Austria attempted a total ban on glyphosate twice but failed to make it stick under EU law. In May 2021, the Austrian parliament unanimously passed a partial ban instead. Glyphosate is now prohibited in publicly accessible areas like playgrounds, parks, and spaces used by vulnerable populations such as retirement communities and health facilities. Private and non-professional use in home and community gardens is also banned. Professional agricultural use, however, remains legal.
Germany announced an ambitious phase-out plan in 2019 as part of an insect protection program. The plan prohibited glyphosate in private gardens, parks, public areas, and nature protection zones starting in 2020. It also banned the practice of using glyphosate to dry out crops before harvest (called desiccation) and severely restricted its use for pre-planting and post-harvest weed treatment. Germany originally planned to terminate all glyphosate use by December 31, 2023, but the EU’s 10-year renewal complicated that timeline.

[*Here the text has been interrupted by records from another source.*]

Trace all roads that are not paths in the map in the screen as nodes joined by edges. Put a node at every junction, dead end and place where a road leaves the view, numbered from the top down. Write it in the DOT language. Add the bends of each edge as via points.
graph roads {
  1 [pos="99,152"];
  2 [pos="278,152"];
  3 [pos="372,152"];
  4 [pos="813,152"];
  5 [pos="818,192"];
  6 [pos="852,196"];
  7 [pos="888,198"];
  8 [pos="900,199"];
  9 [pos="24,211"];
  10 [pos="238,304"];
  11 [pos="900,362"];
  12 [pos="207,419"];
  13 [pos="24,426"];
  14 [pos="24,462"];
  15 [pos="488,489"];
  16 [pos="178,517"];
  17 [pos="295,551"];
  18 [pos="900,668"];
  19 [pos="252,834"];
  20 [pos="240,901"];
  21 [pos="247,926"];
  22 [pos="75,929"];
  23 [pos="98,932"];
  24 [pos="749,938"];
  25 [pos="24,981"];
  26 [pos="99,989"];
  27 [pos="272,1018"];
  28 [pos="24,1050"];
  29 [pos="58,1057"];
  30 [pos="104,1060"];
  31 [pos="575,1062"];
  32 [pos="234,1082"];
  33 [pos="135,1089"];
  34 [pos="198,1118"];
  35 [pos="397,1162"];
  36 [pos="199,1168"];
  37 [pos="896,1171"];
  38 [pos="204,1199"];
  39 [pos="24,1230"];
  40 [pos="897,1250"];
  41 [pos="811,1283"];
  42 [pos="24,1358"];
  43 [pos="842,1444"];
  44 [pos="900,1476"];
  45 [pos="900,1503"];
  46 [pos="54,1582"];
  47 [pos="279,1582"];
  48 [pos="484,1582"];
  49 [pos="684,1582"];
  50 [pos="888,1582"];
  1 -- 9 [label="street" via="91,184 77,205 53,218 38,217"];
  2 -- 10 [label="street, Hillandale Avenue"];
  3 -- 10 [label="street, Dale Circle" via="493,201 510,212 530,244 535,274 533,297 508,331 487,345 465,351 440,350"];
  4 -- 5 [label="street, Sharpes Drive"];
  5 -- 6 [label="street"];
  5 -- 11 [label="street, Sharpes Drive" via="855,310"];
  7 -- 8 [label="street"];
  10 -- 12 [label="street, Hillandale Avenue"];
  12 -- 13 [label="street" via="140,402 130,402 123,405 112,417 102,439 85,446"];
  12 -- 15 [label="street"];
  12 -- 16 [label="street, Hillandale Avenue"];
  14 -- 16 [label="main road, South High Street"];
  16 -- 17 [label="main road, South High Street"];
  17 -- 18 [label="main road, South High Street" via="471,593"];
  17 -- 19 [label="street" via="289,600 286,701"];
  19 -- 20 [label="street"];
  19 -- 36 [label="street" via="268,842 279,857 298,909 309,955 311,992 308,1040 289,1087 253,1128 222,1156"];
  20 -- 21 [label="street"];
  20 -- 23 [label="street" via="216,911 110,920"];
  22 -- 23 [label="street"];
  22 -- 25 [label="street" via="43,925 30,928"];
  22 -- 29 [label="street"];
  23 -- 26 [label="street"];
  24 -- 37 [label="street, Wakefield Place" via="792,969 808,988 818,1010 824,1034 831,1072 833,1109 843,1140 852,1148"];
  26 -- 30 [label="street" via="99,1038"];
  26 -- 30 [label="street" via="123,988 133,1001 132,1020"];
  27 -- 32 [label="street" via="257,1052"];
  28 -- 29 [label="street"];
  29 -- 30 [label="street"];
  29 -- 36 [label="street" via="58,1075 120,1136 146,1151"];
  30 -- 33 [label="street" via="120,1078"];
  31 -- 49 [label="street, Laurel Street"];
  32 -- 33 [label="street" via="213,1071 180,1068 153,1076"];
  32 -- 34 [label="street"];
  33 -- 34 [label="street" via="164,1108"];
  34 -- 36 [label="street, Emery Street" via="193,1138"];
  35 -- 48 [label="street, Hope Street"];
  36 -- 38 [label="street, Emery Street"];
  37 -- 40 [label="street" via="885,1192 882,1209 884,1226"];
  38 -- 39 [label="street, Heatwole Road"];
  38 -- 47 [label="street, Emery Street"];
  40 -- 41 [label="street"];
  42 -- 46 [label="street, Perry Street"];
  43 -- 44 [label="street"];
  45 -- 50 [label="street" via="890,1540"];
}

France banned the sale of glyphosate-based products to home gardeners and non-professional users, part of a broader move to restrict consumer access to pesticides. Professional farmers can still use it, though with growing restrictions. Several other EU countries have adopted similar patterns: banning private and residential use while keeping the door open for commercial agriculture.
Why Europe Treats It Differently Than the U.S.
The gap between European and American approaches comes down to regulatory philosophy. The EU system requires active substances to go through periodic re-approval, typically every 10 to 15 years. Each renewal triggers a full scientific review. Member states then add their own layer of oversight when authorizing specific products containing the approved substance.
This layered system means glyphosate faces continuous scrutiny in Europe. The 2023 renewal wasn’t automatic. It required fresh safety data, independent agency review, and political negotiation among member states. The result is a patchwork: the molecule is approved EU-wide, but actual usage rules vary dramatically depending on where you are, who you are, and what you’re using it for.
The Pattern: Banned for Homeowners, Allowed for Farmers
The most consistent trend across Europe is the distinction between professional and private use. In country after country, the same basic split has emerged. If you’re a commercial farmer with training and proper equipment, you can generally still buy and apply glyphosate-based herbicides. If you’re a homeowner looking to kill weeds in your driveway, your access has been cut off or heavily restricted in many EU nations.
This reflects a practical calculation. Professional applicators can follow buffer zone requirements, avoid sensitive areas, and use calibrated equipment. Home gardeners tend to apply herbicides less precisely, in smaller spaces closer to children, pets, and water sources. The restrictions also respond to public pressure. Consumer opposition to glyphosate runs high in Europe, and banning residential use is a politically viable middle ground between a full ban and unrestricted access.
What the Safety Debate Actually Says
The controversy around glyphosate centers on cancer risk, and the European agencies tasked with answering that question came down clearly on one side. ECHA’s 2022 hazard assessment found no basis for classifying glyphosate as a carcinogen. EFSA’s broader review found no critical health concerns at real-world exposure levels. These conclusions align with most other major regulatory bodies worldwide, though they conflict with a 2015 classification by the International Agency for Research on Cancer (IARC), which categorized glyphosate as “probably carcinogenic to humans.”
That disagreement has never been fully resolved in the public mind, which is partly why European countries continue to tighten restrictions even as their own agencies affirm the substance’s safety. The EU’s 2033 approval is not the end of the conversation. It guarantees another decade of legal use, but individual countries will almost certainly continue layering on new limitations during that period, particularly around biodiversity protection and water quality.